Showing posts with label moving. Show all posts
Showing posts with label moving. Show all posts

Monday, June 19, 2017

Your People, My People

"But Ruth replied, "Don't urge me to leave you or to turn back from you. 
Where you go I will go, where you stay I will stay. 
Your people will be my people and your God my God..." 
Ruth 1: 16




There is a picture that hangs on our "gallery wall" as I call it. It is a wall filled with family pictures and signs with scripture and quotes and this one in particular quotes the famous words of Ruth from the Bible when she says to Naomi, "Where you go, I will go, where you stay I will stay." I had to have it when I saw it at the store because I quoted these same words to my husband about a year ago and they were a pivotal moment in our marriage.

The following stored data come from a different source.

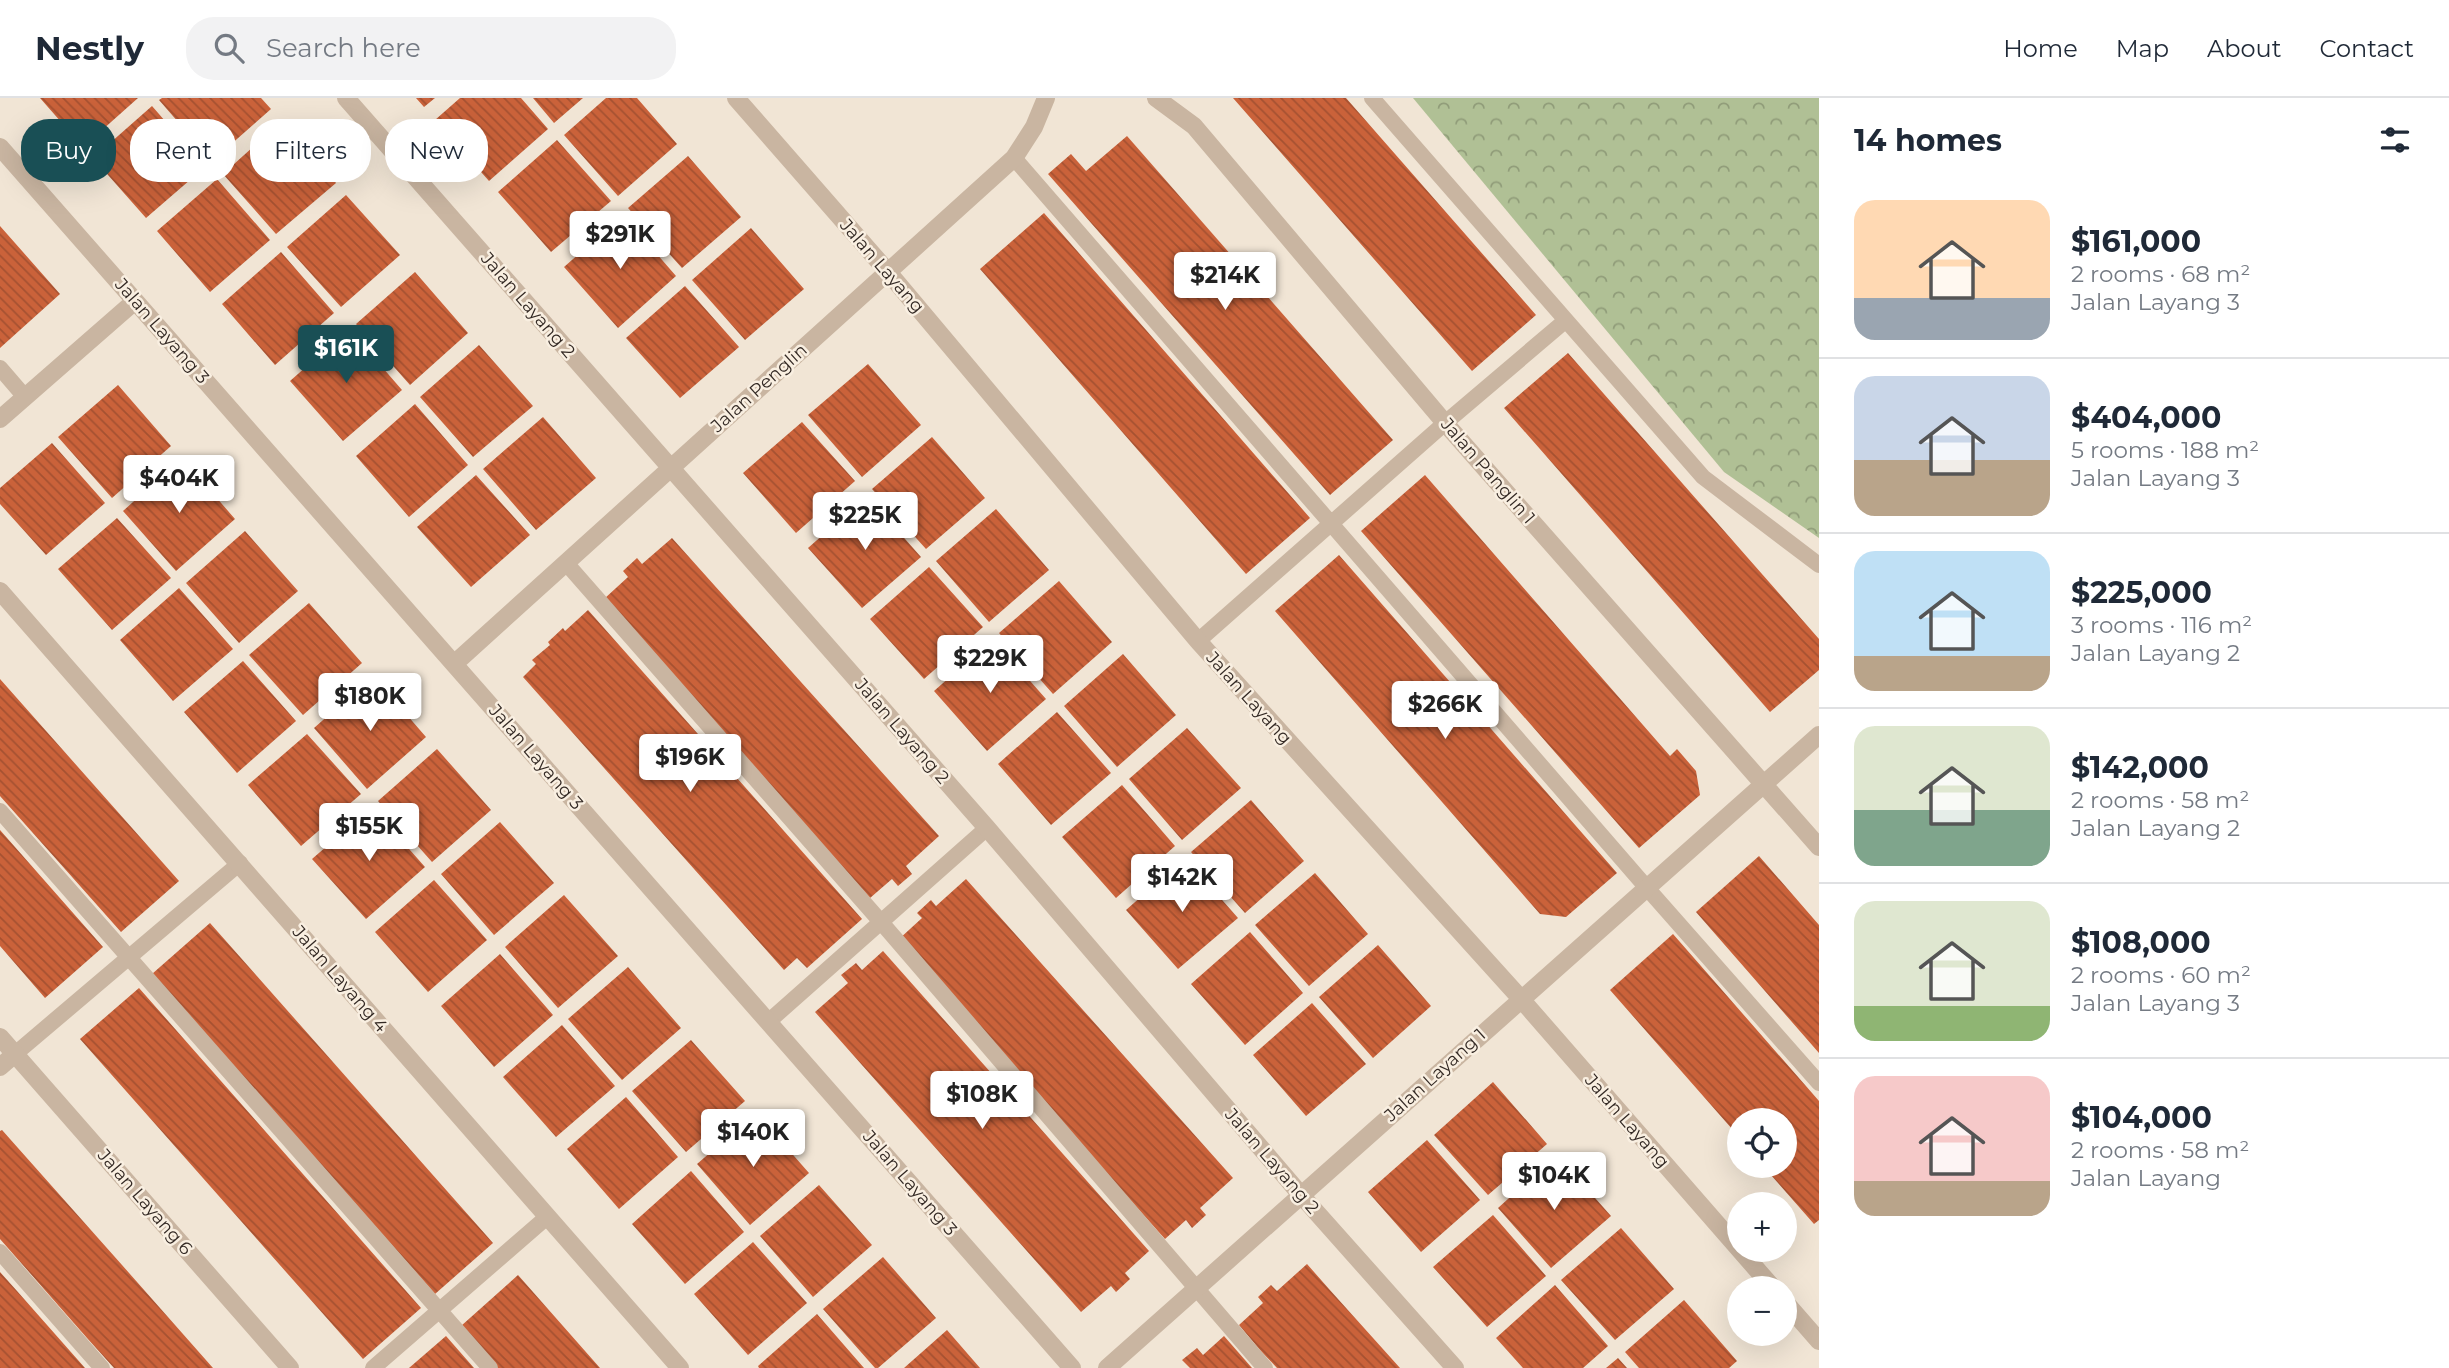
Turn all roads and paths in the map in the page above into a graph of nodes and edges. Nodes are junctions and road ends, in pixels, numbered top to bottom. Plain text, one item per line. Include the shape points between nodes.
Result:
1 (346, 98) edge
2 (736, 98) edge
3 (1046, 98) edge
4 (1156, 98) edge
5 (1372, 98) edge
6 (0, 147) edge
7 (1014, 158) junction
8 (888, 272) junction
9 (135, 301) junction
10 (1565, 321) junction
11 (0, 368) edge
12 (25, 397) junction
13 (0, 419) edge
14 (1445, 423) junction
15 (671, 468) junction
16 (1332, 523) junction
17 (566, 563) junction
18 (1819, 565) edge
19 (0, 591) edge
20 (1198, 641) junction
21 (454, 664) junction
22 (1819, 735) edge
23 (1764, 783) junction
24 (0, 811) edge
25 (987, 828) junction
26 (1819, 847) edge
27 (240, 863) junction
28 (1647, 888) junction
29 (881, 922) junction
30 (129, 957) junction
31 (1521, 999) junction
32 (768, 1022) junction
33 (0, 1037) edge
34 (15, 1054) junction
35 (0, 1067) edge
36 (1819, 1083) edge
37 (1301, 1195) junction
38 (547, 1217) junction
39 (0, 1252) edge
40 (1763, 1276) edge
41 (1196, 1288) junction
42 (440, 1310) junction
43 (1797, 1315) edge
44 (1819, 1340) edge
45 (102, 1368) edge
46 (290, 1368) edge
47 (373, 1368) edge
48 (490, 1368) edge
49 (680, 1368) edge
50 (1072, 1368) edge
51 (1107, 1368) edge
52 (1265, 1368) edge
53 (1454, 1368) edge

1 - 15 street, Jalan Layang 2
2 - 8 street, Jalan Layang
3 - 7 street, Jalan Penglin
4 - 14 street, Jalan Panglin 1 via 1194,126
5 - 10 lane
6 - 9 street, Jalan Layang 3
7 - 8 street, Jalan Penglin
7 - 16 lane
8 - 15 street, Jalan Penglin
8 - 20 street, Jalan Layang
9 - 12 street
9 - 21 street, Jalan Layang 3
10 - 14 lane
10 - 18 lane via 1703,477
11 - 12 lane
12 - 13 street
14 - 16 lane
14 - 23 street, Jalan Panglin 1
15 - 17 street, Jalan Penglin
15 - 25 street, Jalan Layang 2
16 - 20 lane
16 - 28 lane
17 - 21 street, Jalan Penglin
17 - 29 lane
19 - 27 street, Jalan Layang 4
20 - 31 street, Jalan Layang
21 - 32 street, Jalan Layang 3
22 - 23 street, Jalan Layang 1
23 - 26 street, Jalan Panglin 1
23 - 28 street, Jalan Layang 1
24 - 30 lane
25 - 29 lane
25 - 37 street, Jalan Layang 2
27 - 30 lane
27 - 38 street, Jalan Layang 4
28 - 31 street, Jalan Layang 1
28 - 36 lane
29 - 32 lane
29 - 41 lane
30 - 34 lane
30 - 42 lane
31 - 37 street, Jalan Layang 1
31 - 40 street, Jalan Layang
32 - 50 street, Jalan Layang 3
33 - 34 street, Jalan Layang 6
34 - 35 street
34 - 46 street, Jalan Layang 6
37 - 41 street, Jalan Layang 1
37 - 53 street, Jalan Layang 2
38 - 42 lane
38 - 49 street, Jalan Layang 4
39 - 45 lane
41 - 51 street, Jalan Layang 1
41 - 52 lane
42 - 47 lane
42 - 48 lane
43 - 44 street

You see we were about 8 months into settling into our new home in North Carolina and making friends after being relocated there, but we got word after the company buyout that we may be uprooted and asked to move again. At first I was livid! I was not having it and there was no way I was going to move my family across the country again and I didn't even want to think about it. I let my husband know that if another relocation was in the works he could go without me and I was going to go back to Dallas and be with my family. 

But on my way to church that Wednesday night, God pricked my heart and showed me that I had spoken words of separation over our family and He certainly did not want those words to take root and cause a rift between me and my husband. My dad called me that evening on the phone and after venting to him about us possibly moving again, he said words I didn't expect him to say, "It is much more important for you to be there for your husband, than for your family to be there for you." I stopped in my tracks and thought about how terrible I was being. This move would bring opportunity, growth and financial blessing to our family but I was blindsided by the inconvenience it would cause our family to make new friends, find a new church and have our children adjust to being in new schools. Now don't get me wrong those are all big things to consider, but I knew that the same kindness shown to us by our new friends in North Carolina would be shown to us in Kentucky if God was with us. 

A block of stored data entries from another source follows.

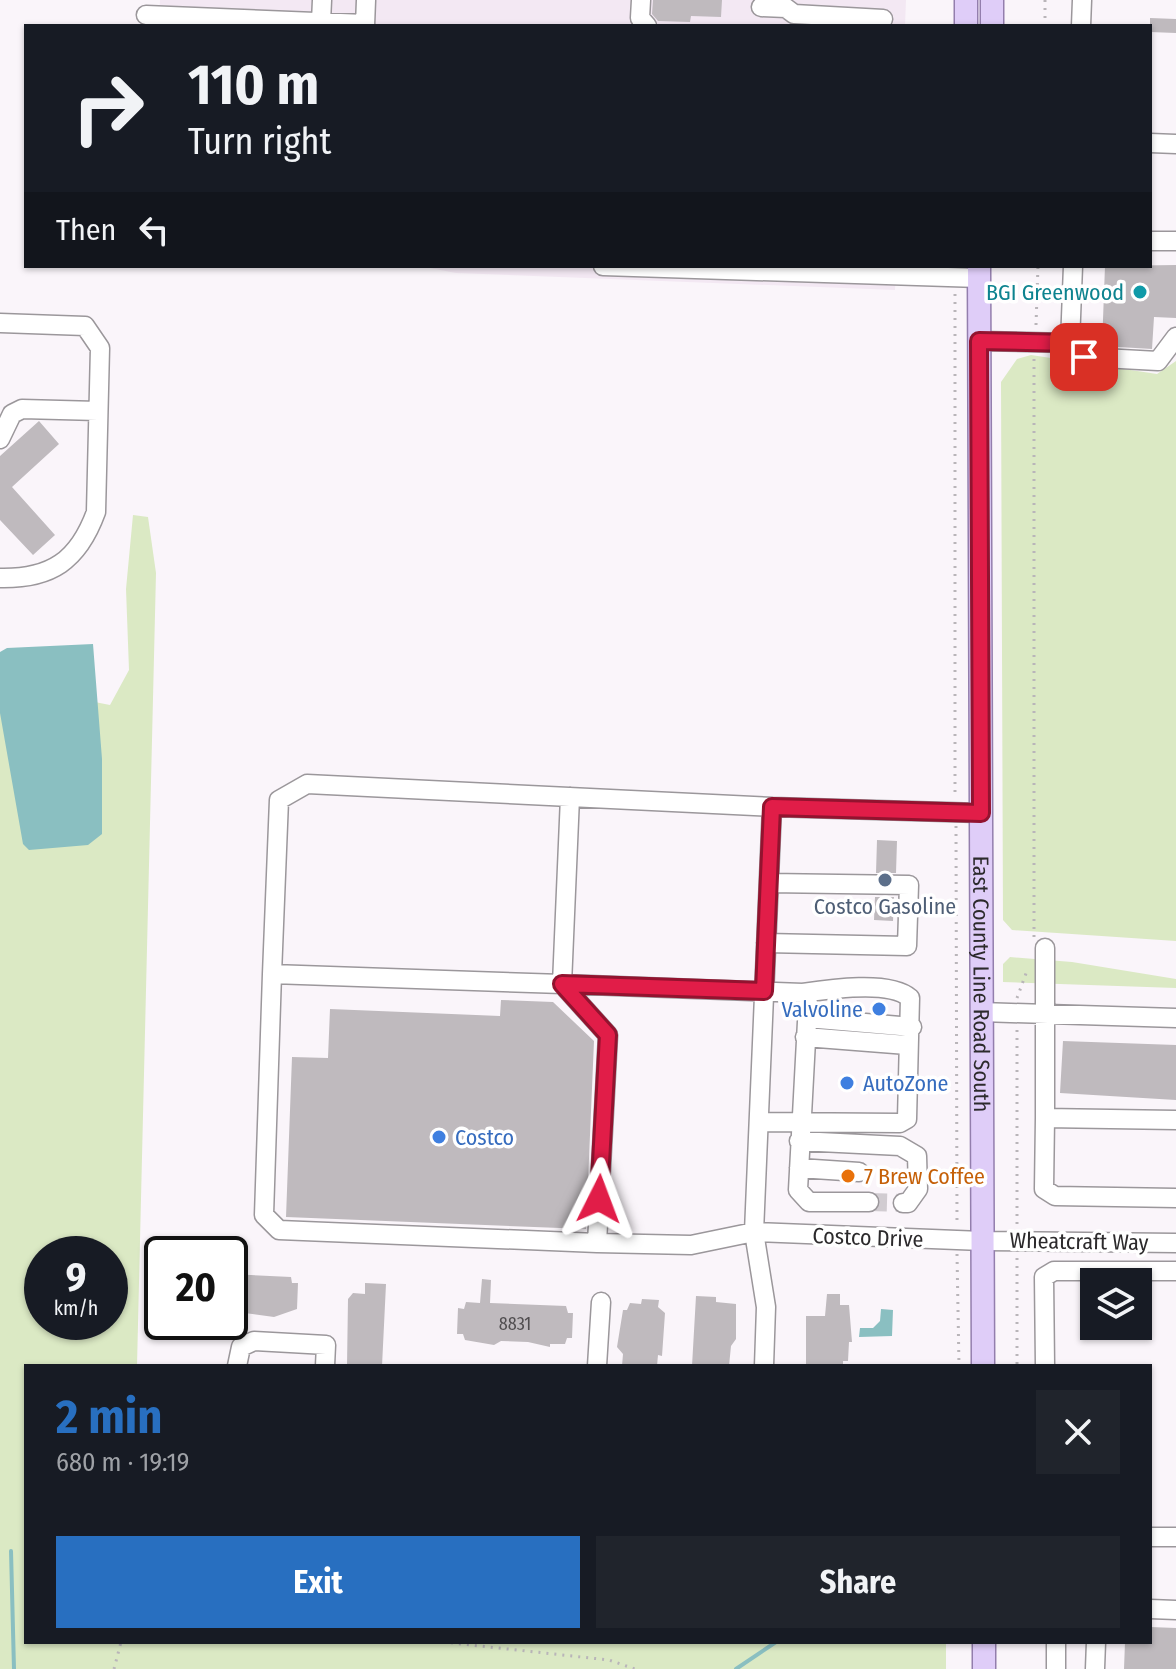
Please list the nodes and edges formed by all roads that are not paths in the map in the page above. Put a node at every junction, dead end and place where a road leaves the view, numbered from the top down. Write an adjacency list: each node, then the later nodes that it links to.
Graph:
1 (322, 0): 12 (lane)
2 (366, 0): 15 (lane)
3 (641, 0): 16 (lane)
4 (883, 0): 13 (lane)
5 (966, 0): 18 (main road)
6 (992, 0): 19 (main road)
7 (1082, 0): 20 (lane)
8 (761, 3): 9 (lane); 17 (lane)
9 (786, 4): 13 (lane)
10 (198, 9): 11 (lane); 12 (lane)
11 (146, 14)
12 (321, 22): 14 (lane)
13 (884, 23)
14 (350, 24)
15 (365, 24)
16 (645, 24)
17 (760, 24)
18 (966, 24)
19 (992, 24)
20 (1081, 24)
21 (1152, 143): 22 (lane)
22 (1176, 144)
23 (1152, 241): 24 (lane)
24 (1176, 241)
25 (716, 268): 27 (lane)
26 (1073, 268): 32 (lane)
27 (828, 270): 28 (lane)
28 (979, 272): 31 (main road, East County Line Road South)
29 (0, 323): 33 (lane)
30 (1176, 337): 32 (lane)
31 (979, 341): 32 (lane); 38 (main road, East County Line Road South)
32 (1070, 343)
33 (98, 411): 34 (lane); 35 (lane)
34 (0, 439)
35 (0, 578)
36 (570, 797): 37 (lane); 42 (lane, Costco Drive); 43 (lane)
37 (772, 807): 38 (lane); 39 (lane)
38 (981, 813): 46 (main road, East County Line Road South)
39 (769, 883): 40 (lane); 40 (lane)
40 (766, 943): 44 (lane)
41 (1036, 950): 47 (lane)
42 (272, 974): 43 (lane); 64 (lane, Costco Drive)
43 (562, 984): 44 (lane); 64 (lane)
44 (764, 991): 45 (lane); 55 (lane)
45 (803, 993): 48 (lane); 50 (lane)
46 (981, 1012): 47 (lane); 63 (main road, East County Line Road South)
47 (1045, 1013): 49 (lane); 52 (lane)
48 (807, 1018): 50 (lane); 51 (lane)
49 (1176, 1018)
50 (909, 1036): 51 (lane); 53 (lane)
51 (805, 1037): 53 (lane)
52 (1045, 1118): 54 (lane); 59 (lane)
53 (800, 1120): 55 (lane); 56 (lane)
54 (1176, 1120)
55 (759, 1122): 62 (lane)
56 (799, 1141): 57 (lane); 61 (lane)
57 (799, 1168): 58 (lane); 60 (lane)
58 (859, 1172)
59 (1176, 1198)
60 (869, 1202)
61 (903, 1203)
62 (754, 1232): 63 (lane, Costco Drive); 64 (lane, Costco Drive); 71 (lane)
63 (982, 1241): 65 (lane, Wheatcraft Way); 72 (main road, East County Line Road South)
64 (597, 1243)
65 (1176, 1243)
66 (1176, 1271): 73 (lane)
67 (601, 1302): 70 (lane)
68 (237, 1364): 69 (lane)
69 (325, 1364)
70 (597, 1364)
71 (764, 1364)
72 (983, 1364)
73 (1045, 1364)
74 (1152, 1537): 75 (lane)
75 (1176, 1537)
76 (1152, 1609): 77 (lane)
77 (1176, 1610)
78 (984, 1644): 81 (main road)
79 (1056, 1644): 82 (lane)
80 (1096, 1644): 83 (lane)
81 (984, 1669)
82 (1056, 1669)
83 (1095, 1669)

So here I am 8 months into settling into our new home outside of Louisville, Kentucky and my kids having finished another year in another new school and we are yet again new in another church finding where we fit. 

I am so glad I clung to those words Ruth spoke to Naomi and I noticed something. It's not the going or the staying that is hard, it's actually what comes after that, "...your people will be my people..."

Making my fellow Kentuckians my friends is what's daunting, intimidating, uncomfortable and takes me out of my comfort zone. Both I and my children wish we had the same strong friendships we left behind in Texas, but it took years for us to make those friendships and forge the strong bond we left behind. It will take years for us to make those best friendships and people you can call at any time of day and say "Hey I am coming over!" here too. But in the process of making these people, my people, I see God's hand in it all. 

He brought us to a neighborhood overflowing with kids so there is no lack of finding someone for my kids to play with. He has brought together an incredible group of women who meet once a month at my house for book club  and prayer. He placed me in a job working at one of my boy's schools so I am able to keep their same schedule, make a little money and get out of the house! 

He is with us, Emmanuel! 

God was with us in Texas, North Carolina and now here in Kentucky. Day by day, week by week and month by month he is showing us that His hand has been in it all- comforting, providing, directing, and loving. 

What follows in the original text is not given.